The Profound Impact of Web3+AI

Decentralized AI Infrastructure

DeepSeek's algorithm optimization provides new momentum for Web3 AI infrastructure. The innovative architecture, efficient algorithms, and lower Computing Power requirements make decentralized AI inference possible. The MoE architecture is naturally suited for distributed deployment, where different nodes can hold different expert networks without the need for a single node to store the complete model, significantly reducing the storage and computation requirements of a single node, thereby enhancing the flexibility and efficiency of the model.

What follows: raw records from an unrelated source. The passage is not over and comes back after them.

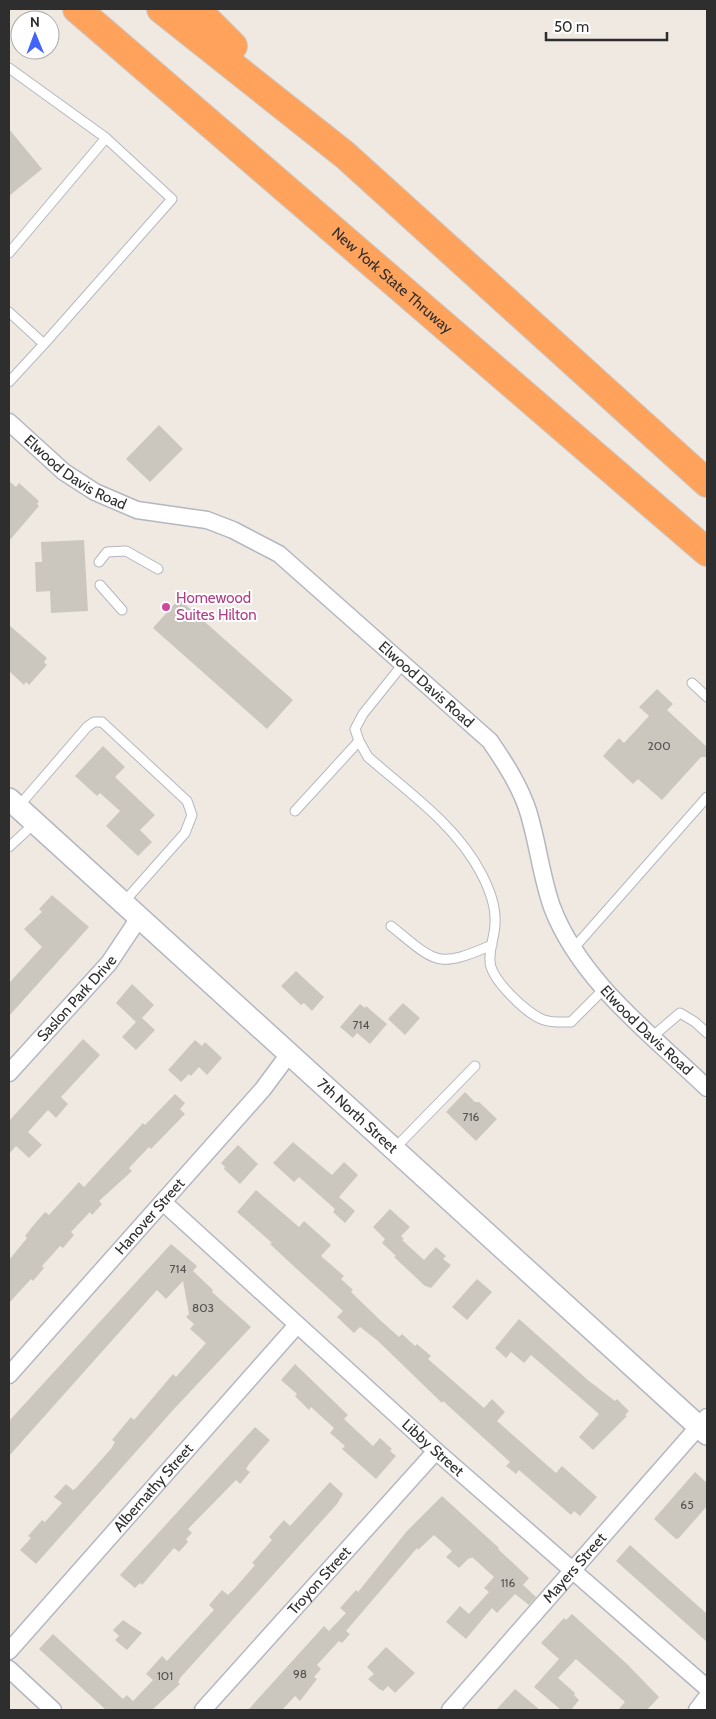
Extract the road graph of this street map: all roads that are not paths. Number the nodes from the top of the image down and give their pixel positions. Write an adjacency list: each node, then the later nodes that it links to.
1 (66, 9): 5 (highway)
2 (77, 9): 5 (highway, New York State Thruway)
3 (161, 9): 8 (highway)
4 (196, 9): 8 (highway)
5 (131, 54): 15 (highway, New York State Thruway)
6 (9, 68): 7 (lane)
7 (106, 138): 9 (lane); 11 (lane)
8 (346, 156): 14 (highway)
9 (9, 253)
10 (9, 312): 11 (lane)
11 (44, 344): 12 (lane)
12 (9, 382)
13 (9, 422): 20 (street, Elwood Davis Road)
14 (707, 484)
15 (707, 552)
16 (100, 562): 17 (lane)
17 (158, 570)
18 (100, 585): 19 (lane)
19 (122, 610)
20 (403, 664): 23 (lane); 33 (street, Elwood Davis Road)
21 (692, 683): 22 (lane)
22 (707, 697)
23 (359, 741): 26 (lane); 32 (lane)
24 (707, 797): 33 (lane)
25 (13, 803): 27 (street, 7th North Street); 29 (lane)
26 (295, 811)
27 (35, 823): 28 (lane); 29 (street, 7th North Street)
28 (9, 847)
29 (123, 903): 30 (street, 7th North Street)
30 (139, 918): 37 (street, 7th North Street); 39 (street, Saslon Park Drive)
31 (391, 926): 32 (lane)
32 (492, 945): 34 (lane)
33 (573, 949): 34 (street, Elwood Davis Road)
34 (604, 989): 36 (street, Elwood Davis Road)
35 (707, 1033): 36 (lane)
36 (653, 1036): 40 (street, Elwood Davis Road)
37 (289, 1054): 41 (street, 7th North Street); 42 (street, Hanover Street)
38 (475, 1066): 41 (lane)
39 (9, 1073)
40 (707, 1088)
41 (394, 1150): 45 (street, 7th North Street)
42 (163, 1202): 43 (street, Libby Street); 44 (street, Hanover Street)
43 (297, 1325): 46 (street, Libby Street); 48 (street, Albernathy Street)
44 (9, 1375)
45 (705, 1426): 47 (street, Mayers Street)
46 (436, 1450): 47 (street, Libby Street); 53 (street, Troyon Street)
47 (574, 1571): 50 (street, Libby Street); 54 (street, Mayers Street)
48 (9, 1650)
49 (9, 1669): 52 (street)
50 (707, 1688)
51 (707, 1697): 55 (street)
52 (54, 1710)
53 (203, 1710)
54 (450, 1710)
55 (697, 1710)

The FP8 training framework further reduces the demand for high-end computing power, allowing more computing resources to be added to the node network. This not only lowers the threshold for participating in decentralized AI computation but also enhances the overall computing capability and efficiency of the network.

Multi-Agent Systems

1. Intelligent Trading Strategy Optimization: By analyzing real-time market data, predicting short-term price fluctuations, executing on-chain transactions, and supervising trading results through the collaborative operation of multiple agents, it helps users achieve higher returns.

2. Automation of smart contract execution: The collaborative operation of agents such as smart contract monitoring, smart contract execution, and execution result supervision enables the automation of more complex business logic.

3. Personalized Portfolio Management: Artificial intelligence helps users in real-time to find the best staking or liquidity provision opportunities based on their risk preferences, investment goals, and financial situation.

Conclusion

DeepSeek is breaking through under the constraints of Computing Power, seeking innovations through Algorithm to open up differentiated development paths for the artificial intelligence industry. Lowering application thresholds, promoting the integration of Web3 and AI, reducing reliance on high-end chips, and empowering financial innovation, these impacts are reshaping the digital economy landscape. In the future, the development of artificial intelligence will no longer be just a competition of Computing Power, but a competition of collaborative optimization between Computing Power and Algorithm. On this new track, innovators like DeepSeek are using wisdom to redefine the rules of the game.